======== SUPPLIED MATERIAL

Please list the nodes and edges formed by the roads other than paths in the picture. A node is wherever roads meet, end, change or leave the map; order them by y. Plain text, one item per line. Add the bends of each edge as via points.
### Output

================
======== SUPPLIED MATERIAL

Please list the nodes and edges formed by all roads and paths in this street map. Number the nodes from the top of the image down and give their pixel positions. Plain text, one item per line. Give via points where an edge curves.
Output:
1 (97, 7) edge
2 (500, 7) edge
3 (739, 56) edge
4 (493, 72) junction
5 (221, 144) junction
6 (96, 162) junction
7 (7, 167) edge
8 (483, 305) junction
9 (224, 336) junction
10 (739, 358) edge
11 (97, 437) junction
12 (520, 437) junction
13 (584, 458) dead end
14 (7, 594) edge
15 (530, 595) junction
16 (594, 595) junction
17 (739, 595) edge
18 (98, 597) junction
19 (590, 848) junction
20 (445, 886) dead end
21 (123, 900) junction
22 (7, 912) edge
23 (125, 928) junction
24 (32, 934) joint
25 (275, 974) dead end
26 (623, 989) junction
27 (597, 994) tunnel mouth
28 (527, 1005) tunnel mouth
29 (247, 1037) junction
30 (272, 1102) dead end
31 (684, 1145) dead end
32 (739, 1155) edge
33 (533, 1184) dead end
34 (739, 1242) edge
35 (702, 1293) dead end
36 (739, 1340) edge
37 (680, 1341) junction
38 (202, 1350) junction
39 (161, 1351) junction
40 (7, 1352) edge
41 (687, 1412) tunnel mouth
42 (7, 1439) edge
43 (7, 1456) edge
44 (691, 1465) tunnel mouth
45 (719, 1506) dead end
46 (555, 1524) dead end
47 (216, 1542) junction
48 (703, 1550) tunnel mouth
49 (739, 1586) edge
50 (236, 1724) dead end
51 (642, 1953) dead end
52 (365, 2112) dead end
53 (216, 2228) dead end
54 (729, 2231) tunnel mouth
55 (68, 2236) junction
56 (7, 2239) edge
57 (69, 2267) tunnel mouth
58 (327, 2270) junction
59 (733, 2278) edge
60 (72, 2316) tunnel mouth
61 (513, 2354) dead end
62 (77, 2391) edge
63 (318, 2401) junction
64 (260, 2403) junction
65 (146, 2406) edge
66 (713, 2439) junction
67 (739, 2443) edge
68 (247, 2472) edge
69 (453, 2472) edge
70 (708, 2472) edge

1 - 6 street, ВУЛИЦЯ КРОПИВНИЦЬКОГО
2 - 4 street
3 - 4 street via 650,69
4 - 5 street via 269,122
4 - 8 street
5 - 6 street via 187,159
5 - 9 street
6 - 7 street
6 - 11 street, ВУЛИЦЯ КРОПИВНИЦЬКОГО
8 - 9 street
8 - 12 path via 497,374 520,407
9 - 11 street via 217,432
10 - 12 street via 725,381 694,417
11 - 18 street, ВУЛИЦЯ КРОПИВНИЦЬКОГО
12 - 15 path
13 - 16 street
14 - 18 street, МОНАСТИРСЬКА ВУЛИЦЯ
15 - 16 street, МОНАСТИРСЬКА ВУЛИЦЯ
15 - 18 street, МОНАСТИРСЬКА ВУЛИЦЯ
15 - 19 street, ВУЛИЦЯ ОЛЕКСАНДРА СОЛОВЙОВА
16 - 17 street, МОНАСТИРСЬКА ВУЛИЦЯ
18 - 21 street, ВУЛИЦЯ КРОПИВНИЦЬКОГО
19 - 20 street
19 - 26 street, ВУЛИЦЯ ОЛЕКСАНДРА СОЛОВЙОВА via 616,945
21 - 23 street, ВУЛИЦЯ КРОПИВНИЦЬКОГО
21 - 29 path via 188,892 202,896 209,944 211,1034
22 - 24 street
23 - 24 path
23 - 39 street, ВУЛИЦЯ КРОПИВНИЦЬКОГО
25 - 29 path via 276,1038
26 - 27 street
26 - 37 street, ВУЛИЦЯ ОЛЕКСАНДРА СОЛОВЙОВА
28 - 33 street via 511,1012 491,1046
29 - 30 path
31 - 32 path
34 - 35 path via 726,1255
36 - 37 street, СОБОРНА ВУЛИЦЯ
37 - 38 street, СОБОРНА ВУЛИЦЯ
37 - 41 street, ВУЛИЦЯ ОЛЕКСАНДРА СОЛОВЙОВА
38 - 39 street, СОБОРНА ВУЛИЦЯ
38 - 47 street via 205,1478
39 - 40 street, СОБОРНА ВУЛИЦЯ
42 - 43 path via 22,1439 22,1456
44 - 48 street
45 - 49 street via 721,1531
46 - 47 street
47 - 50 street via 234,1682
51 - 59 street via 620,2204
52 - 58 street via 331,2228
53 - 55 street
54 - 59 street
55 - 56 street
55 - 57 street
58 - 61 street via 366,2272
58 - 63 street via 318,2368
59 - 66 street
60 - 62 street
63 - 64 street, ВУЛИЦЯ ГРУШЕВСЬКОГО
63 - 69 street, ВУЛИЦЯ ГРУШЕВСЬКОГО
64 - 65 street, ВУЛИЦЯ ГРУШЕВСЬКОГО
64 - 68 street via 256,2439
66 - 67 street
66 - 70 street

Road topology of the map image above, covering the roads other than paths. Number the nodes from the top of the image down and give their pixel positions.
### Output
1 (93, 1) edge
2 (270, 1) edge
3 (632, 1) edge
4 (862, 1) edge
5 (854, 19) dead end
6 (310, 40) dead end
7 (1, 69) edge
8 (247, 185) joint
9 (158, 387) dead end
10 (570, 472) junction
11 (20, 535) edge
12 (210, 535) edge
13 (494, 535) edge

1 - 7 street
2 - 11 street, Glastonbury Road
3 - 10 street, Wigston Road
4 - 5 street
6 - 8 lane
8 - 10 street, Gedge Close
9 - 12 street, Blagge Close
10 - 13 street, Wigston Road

================
======== SUPPLIED MATERIAL

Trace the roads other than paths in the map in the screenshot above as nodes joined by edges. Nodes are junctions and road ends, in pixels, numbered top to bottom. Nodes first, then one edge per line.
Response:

================

» WORK TO BE COMPLETED
Across the listing above, state how many lines include the word "other", with nothing but the number in reply.

» SOLUTION FOR THIS EXERCISE
3